According to Lawton, this provision does not extend Williams' time to file his application for interlocutory appeal because the plain language of K.S.A. 2008 Supp. 60-2102(c) controls and it makes no mention of service. Rather, K.S.A. 2008 Supp. 60-2102(c) specifies the application for interlocutory appeal must be filed "within 10 days after the entry of the order" allowing an interlocutory for appeal. Supreme Court Rule 4.01 (2008 Kan. Ct. R. Annot. 30) also provides that when an appeal is sought under the provisions of K.S.A. 2008 Supp. 60-2102(c), an application for permission to take such an appeal shall be served within 10 days "after the filing of the order from which an appeal is sought to be taken."

Based solely upon the language of these provisions, Lawton's argument seems sound.

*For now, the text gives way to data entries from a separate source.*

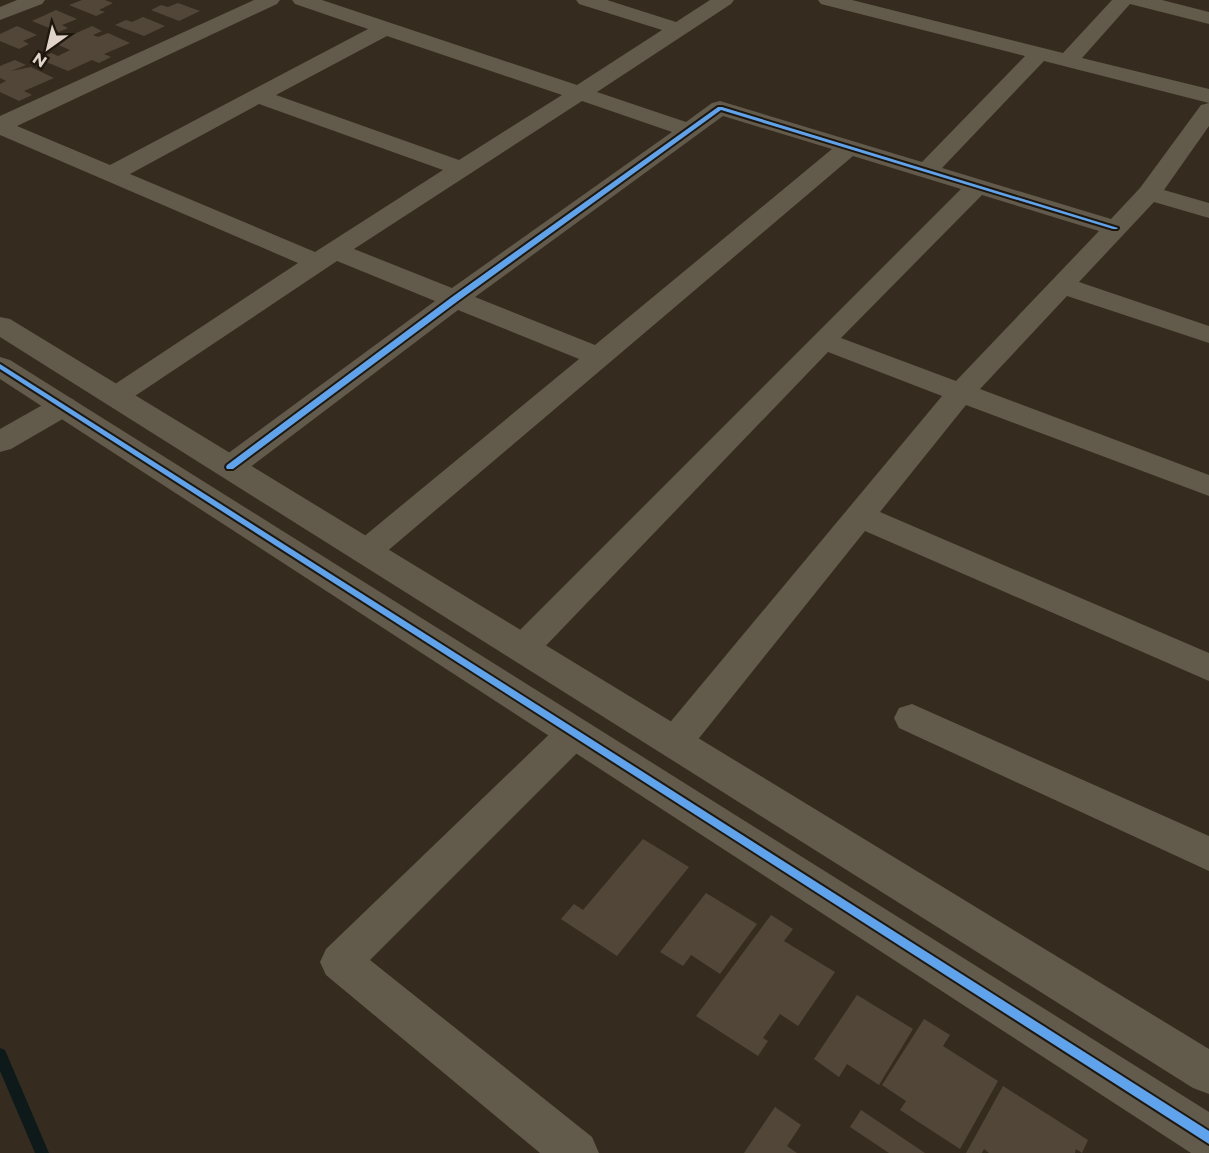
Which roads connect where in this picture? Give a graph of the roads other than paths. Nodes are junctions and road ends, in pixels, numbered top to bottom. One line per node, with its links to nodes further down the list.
1 (35, 0): 10 (street)
2 (270, 0): 20 (street)
3 (302, 0): 13 (street)
4 (586, 0): 14 (street)
5 (724, 0): 14 (street)
6 (828, 0): 12 (street)
7 (924, 0): 12 (street)
8 (1124, 0): 16 (street)
9 (1138, 0): 11 (street)
10 (0, 14)
11 (1209, 18)
12 (902, 19): 15 (street)
13 (386, 28): 17 (street); 18 (street)
14 (679, 29): 17 (street)
15 (1040, 53): 16 (street); 24 (street)
16 (1068, 60): 19 (street)
17 (580, 93): 21 (street); 23 (street)
18 (258, 96): 23 (street); 25 (street)
19 (1208, 108): 27 (street)
20 (4, 119): 25 (street)
21 (689, 130): 22 (street); 32 (street)
22 (849, 147): 24 (street); 36 (street)
23 (462, 169): 30 (street)
24 (926, 171): 26 (street)
25 (111, 174): 30 (street)
26 (978, 186): 29 (street); 35 (street)
27 (1149, 193): 28 (street); 29 (street)
28 (1209, 211)
29 (1115, 228): 31 (street)
30 (326, 257): 32 (street); 39 (street)
31 (1062, 285): 34 (street); 38 (street)
32 (455, 299): 36 (street); 42 (street)
33 (0, 325): 39 (street)
34 (1209, 335)
35 (822, 341): 38 (street); 46 (street)
36 (600, 357): 45 (street)
37 (0, 366): 40 (street)
38 (960, 393): 43 (street); 44 (street)
39 (116, 396): 42 (street)
40 (63, 406): 41 (street); 49 (street)
41 (0, 442)
42 (230, 467): 45 (street)
43 (1209, 486)
44 (859, 516): 47 (street); 50 (street)
45 (367, 551): 46 (street)
46 (523, 648): 50 (street)
47 (1209, 668)
48 (912, 717): 51 (street)
49 (574, 733): 53 (street); 54 (street)
50 (675, 742): 52 (street)
51 (1209, 854)
52 (1209, 1072)
53 (1209, 1138)
54 (576, 1153)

Nevertheless, the persuasiveness is diluted by analogous authority in which this court has applied the 3-day mailing rule even though the triggering provision did not mention service. In such cases, this court has reasoned that other statutes and rules require judges to serve orders on the parties to the litigation. See Danes v. St. David's Episcopal Church, 242 Kan. 822, 824-27, 752 P.2d 653 (1988).

In Danes, the specific question was whether the appellant had timely filed postverdict motions; the triggering action was the entry–not service–of judgment. Nevertheless, the court noted that K.S.A. 60-258 requires the clerk of the court to "'serve a copy of the judgment form on all attorneys of record within three days.'" 242 Kan. at 824. Similarly, but with broader application, Supreme Court Rule 134 (2008 Kan. Ct. R. Annot. 217) provides:

"Whenever a judge shall make a ruling on a motion or application of any kind and there are parties affected who have appeared in the action but who are not then present, either in person or by their attorneys, the judge shall cause written notice of such ruling to be sent to the parties or attorneys forthwith."

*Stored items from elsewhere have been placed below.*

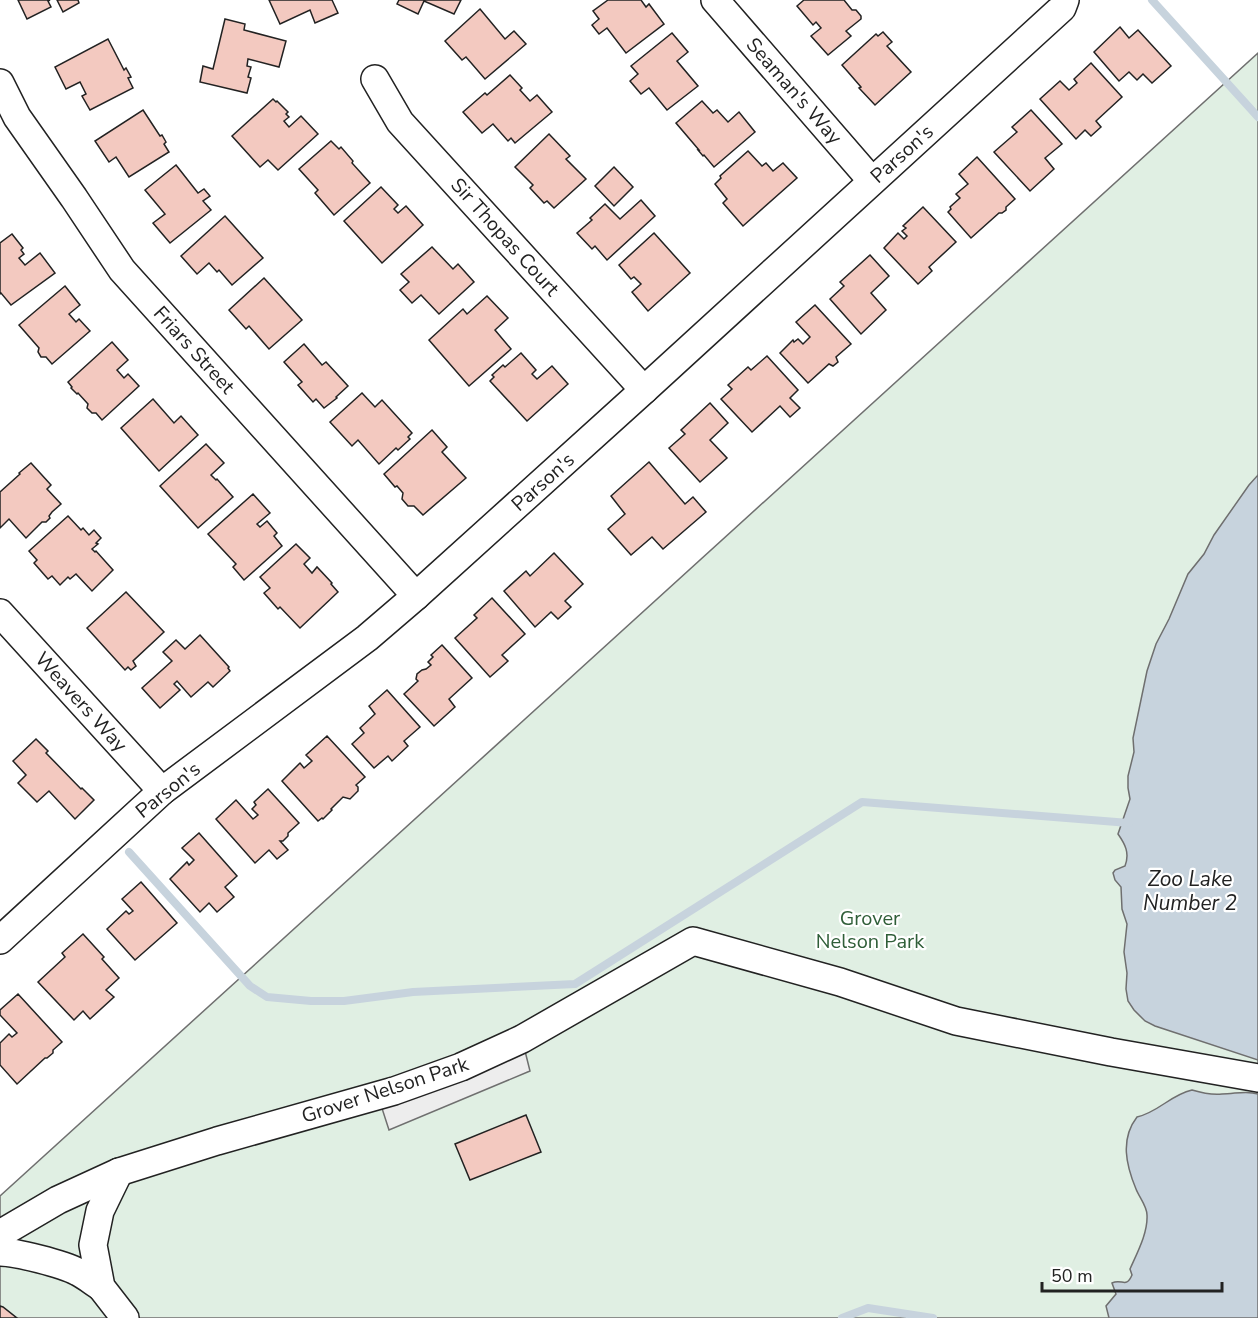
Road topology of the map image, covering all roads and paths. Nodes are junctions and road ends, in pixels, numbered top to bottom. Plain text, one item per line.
1 (715, 0) edge
2 (1065, 0) edge
3 (375, 79) dead end
4 (0, 82) edge
5 (872, 182) junction
6 (645, 390) junction
7 (416, 596) junction
8 (0, 613) edge
9 (162, 792) junction
10 (0, 940) edge
11 (1258, 1078) edge
12 (119, 1172) junction
13 (0, 1234) edge
14 (0, 1252) edge
15 (101, 1287) junction
16 (125, 1318) edge

1 - 5 street, Seaman's Way
2 - 5 street, Parson's
3 - 6 street, Sir Thopas Court
4 - 7 street, Friars Street
5 - 6 street, Parson's
6 - 7 street, Parson's
7 - 9 street, Parson's
8 - 9 street, Weavers Way
9 - 10 street, Parson's
11 - 12 street, Grover Nelson Park
12 - 13 street, Grover Nelson Park
12 - 15 street
14 - 15 street
15 - 16 street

In light of these provisions, the court held that "where notice of the entry of judgment is mailed in compliance with K.S.A. 60-258 and Rule 134, the time for filing postjudgment motions or taking an appeal starts to run when the notice is mailed, and the three-day extension as provided in K.S.A. 60-206(e) applies." 242 Kan. at 827.

This holding from Danes is not directly applicable, however, because the entry of an order certifying questions for interlocutory appeal–which is the order triggering the running of the 10 days in this case–is not a judgment and K.S.A. 60-258 does not apply. Nevertheless, Rule 134, which applies to all rulings made by a judge, does. A failure to apply that rule would result in traps for the unwary, having the 3-day rule apply in some cases and not in others.

Here, although the district judge orally advised the parties of his decision to allow the interlocutory appeal during the telephone conference, the ruling was documented several days later in an order which included specific findings. The entry of this order triggered the judge's duty to "cause written notice of such ruling to be sent" (Rule 134), and also triggered the time in which the parties had to file an application for interlocutory appeal. Hence, the effect of Rule 134 is that the 3-day mailing rule of K.S.A. 2008 Supp. 60-206(d) extends the 10-day period for filing an application for interlocutory appeal under K.S.A. 2008 Supp. 60-2102(c). Applying the 3-day mailing rule in this case, Williams' application for an interlocutory cross-appeal was timely.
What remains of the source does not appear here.